In today’s episode, W. Scott Olsen talks to Jason Houston, photographer, and filmmaker who explores how we live on the planet and with each other through community, culture, and human experience.

You can listen to this interview using our podcast player below, but we strongly encourage you to subscribe to the podcast in your podcast app so that you don’t miss any future show episodes.

Through his work, Jason is committed to art and action that seeks to deconstruct colonial worldviews and dismantle white supremacy culture.

He works closely and collaboratively with the people he photographs and films—including using various socially engaged methods—to produce stories that bring to life authentic narratives that recognize authorship and sovereignty in communities, engage supporters, decision-makers, and the public, and inform conversations toward positive social and environmental change.

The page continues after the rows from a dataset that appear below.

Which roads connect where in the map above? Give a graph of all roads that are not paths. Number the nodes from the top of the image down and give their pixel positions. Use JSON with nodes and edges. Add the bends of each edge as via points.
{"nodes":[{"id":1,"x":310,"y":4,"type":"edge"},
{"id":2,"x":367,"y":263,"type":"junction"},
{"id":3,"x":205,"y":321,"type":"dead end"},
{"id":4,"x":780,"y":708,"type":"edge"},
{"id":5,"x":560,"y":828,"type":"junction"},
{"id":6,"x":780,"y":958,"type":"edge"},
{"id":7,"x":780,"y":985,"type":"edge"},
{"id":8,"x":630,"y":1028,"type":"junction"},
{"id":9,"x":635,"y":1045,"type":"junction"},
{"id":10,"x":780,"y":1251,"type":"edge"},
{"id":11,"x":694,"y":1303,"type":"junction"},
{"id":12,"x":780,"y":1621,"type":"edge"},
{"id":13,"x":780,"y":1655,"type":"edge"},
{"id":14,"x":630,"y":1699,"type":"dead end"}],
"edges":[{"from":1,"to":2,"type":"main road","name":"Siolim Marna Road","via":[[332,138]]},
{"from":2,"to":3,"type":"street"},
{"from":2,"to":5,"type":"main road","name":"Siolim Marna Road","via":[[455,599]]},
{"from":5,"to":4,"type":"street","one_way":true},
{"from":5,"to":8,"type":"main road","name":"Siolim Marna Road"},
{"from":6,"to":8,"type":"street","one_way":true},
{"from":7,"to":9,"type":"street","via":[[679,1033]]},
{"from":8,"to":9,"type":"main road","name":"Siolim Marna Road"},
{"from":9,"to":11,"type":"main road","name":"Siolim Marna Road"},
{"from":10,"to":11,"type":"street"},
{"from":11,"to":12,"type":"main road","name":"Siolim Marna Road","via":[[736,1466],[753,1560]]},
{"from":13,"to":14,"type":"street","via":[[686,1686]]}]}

From LAST WILDEST PLACE © Jason Houston
From LAST WILDEST PLACE © Jason Houston
Jason reviews image selections with photographers during a STORY COLLABORATIVE (participatory photography) workshop in Nama Pan Village in the Nyae-Nyae Conservation Concession area near Tsumkwe, Namibia.
The community gathers for the final presentation by STORY COLLABORATIVE photographers in Nama Pan Village in the Nyae-Nyae Conservation Concession area near Tsumkwe, Namibia.
New Work in Progress

WHAT IS FOUND THERE is a process-based project dynamically revealing new interpretations of Jason’s professional photography by considering it outside of an issue-driven, journalistic framework and combining it with images from a private “photo journal” reflecting personal experiences and daily observations over the same 20 years. The collages intuitively combine images made at different times, in different places, and with different intentions. Each polyptych allows the viewer newly-discovered insights and the opportunity to find their own truths independent of the expectations of why an image was made or what it should mean.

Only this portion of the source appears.